AAJ: When you play in concert, you move around a lot. Do you do that when practicing as well?
MG: I don't jump around like I do on stage. But the movement is partly because my ex-wife is a choreographer and dancer and I worked a lot with dance over the years. That collaboration with dance went on a pretty interesting level where I picked up unconsciously a lot of ways of moving and dealing with your body and that just became part of my language. So a phrase can start with a movement and then the sound comes after a while or vice versa. So moving for me is part of the music. When I practice it's not the same tension, but I can't really stand still when I practice either [laughs]. But it helps the flow and the energy for me and it would be very hard to stand still. It's a very interesting experience to sit down when I play. I think the only situation when I do that is with the Barry Guy New Orchestra, and I sit because Evan is sitting and I would feel embarrassed to stand up next to maestro Parker. It's OK, but it's very hard because I am jumping around on the chair. It amuses Evan quite a lot, but I try to sit.
This whole thing with dance is really interesting. I split up with my ex-wife six years ago and after that I haven't worked with any dancers or choreographers, because she was just simply so great and so good, so I haven't really found anyone that I found interesting to collaborate with. And I just came back two days ago from Italy, where I was working with an Italian dance company, doing free improvised action with them, in Puglia in southern Italy, and it was amazing to have that meeting with an art form for the first time in six years.
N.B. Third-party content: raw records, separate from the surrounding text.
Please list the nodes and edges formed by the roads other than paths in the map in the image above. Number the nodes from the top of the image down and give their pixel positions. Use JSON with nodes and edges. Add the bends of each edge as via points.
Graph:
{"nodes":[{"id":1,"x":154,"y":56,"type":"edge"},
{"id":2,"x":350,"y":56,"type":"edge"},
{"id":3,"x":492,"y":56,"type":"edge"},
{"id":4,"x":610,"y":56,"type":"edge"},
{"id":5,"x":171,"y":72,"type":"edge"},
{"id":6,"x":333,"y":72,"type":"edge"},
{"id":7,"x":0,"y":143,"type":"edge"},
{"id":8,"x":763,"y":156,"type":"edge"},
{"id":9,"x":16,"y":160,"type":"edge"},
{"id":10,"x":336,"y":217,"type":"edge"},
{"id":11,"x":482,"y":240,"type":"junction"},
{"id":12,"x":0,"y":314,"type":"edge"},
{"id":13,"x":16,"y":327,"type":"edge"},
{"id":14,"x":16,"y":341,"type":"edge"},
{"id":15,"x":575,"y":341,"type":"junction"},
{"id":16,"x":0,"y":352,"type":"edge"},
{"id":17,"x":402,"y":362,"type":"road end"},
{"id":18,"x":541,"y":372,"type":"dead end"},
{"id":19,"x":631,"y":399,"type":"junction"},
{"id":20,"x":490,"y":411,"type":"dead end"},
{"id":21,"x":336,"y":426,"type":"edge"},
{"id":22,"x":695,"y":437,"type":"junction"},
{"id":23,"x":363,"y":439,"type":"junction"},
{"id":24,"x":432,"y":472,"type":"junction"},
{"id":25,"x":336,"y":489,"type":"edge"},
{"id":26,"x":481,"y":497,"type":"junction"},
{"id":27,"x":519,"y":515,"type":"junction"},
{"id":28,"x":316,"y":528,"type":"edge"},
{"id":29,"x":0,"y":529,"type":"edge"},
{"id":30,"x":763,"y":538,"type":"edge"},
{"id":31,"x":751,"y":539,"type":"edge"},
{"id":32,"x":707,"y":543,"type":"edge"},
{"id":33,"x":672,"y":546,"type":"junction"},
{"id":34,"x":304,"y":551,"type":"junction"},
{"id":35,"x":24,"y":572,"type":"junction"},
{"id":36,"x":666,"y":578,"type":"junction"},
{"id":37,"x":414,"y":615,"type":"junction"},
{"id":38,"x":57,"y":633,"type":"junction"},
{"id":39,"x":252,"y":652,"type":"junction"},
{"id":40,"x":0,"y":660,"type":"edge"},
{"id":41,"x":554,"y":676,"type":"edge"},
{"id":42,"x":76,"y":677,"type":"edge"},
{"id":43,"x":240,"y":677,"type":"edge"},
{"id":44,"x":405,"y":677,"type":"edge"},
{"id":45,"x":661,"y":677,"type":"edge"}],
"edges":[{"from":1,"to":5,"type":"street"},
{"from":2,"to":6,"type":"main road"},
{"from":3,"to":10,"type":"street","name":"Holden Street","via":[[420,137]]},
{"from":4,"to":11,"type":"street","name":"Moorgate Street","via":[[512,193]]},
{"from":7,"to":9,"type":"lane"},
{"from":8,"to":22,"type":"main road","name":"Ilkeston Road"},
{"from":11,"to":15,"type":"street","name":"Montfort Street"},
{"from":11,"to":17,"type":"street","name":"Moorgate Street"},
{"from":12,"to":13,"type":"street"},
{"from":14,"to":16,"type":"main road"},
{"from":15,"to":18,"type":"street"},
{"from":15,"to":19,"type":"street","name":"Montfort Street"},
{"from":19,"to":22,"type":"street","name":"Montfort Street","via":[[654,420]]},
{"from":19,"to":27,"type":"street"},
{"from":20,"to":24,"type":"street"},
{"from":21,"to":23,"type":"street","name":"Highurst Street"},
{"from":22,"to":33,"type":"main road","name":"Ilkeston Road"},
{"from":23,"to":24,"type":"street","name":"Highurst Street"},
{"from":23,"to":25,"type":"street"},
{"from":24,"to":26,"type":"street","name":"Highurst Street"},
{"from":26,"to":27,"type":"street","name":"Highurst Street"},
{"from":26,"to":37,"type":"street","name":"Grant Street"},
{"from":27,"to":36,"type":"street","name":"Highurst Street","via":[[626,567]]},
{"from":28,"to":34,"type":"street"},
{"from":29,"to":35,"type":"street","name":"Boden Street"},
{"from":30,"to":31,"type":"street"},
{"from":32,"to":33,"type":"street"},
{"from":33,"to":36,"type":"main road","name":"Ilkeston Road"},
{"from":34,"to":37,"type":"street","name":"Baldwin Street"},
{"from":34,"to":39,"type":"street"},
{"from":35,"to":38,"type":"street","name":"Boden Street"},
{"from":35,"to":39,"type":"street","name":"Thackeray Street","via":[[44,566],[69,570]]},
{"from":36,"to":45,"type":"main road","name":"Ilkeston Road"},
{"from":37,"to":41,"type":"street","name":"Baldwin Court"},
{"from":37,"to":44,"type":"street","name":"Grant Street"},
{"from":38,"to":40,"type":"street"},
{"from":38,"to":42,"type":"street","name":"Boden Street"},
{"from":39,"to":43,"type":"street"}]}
And also have the experience of losing all sense of time and just being there and interacting. They were extremely good, this dance company called Vergilio Sieni, based in Florence, and I worked with a couple of the dancers there. There was no talk about what to do or how long or short. It was outdoors in a huge olive tree field, completely beautiful, like a dream. And just going in totally blank and just interacting. I don't know if it was because it is so long since I've worked with dance, but it was just fantastic to share the moment in that way.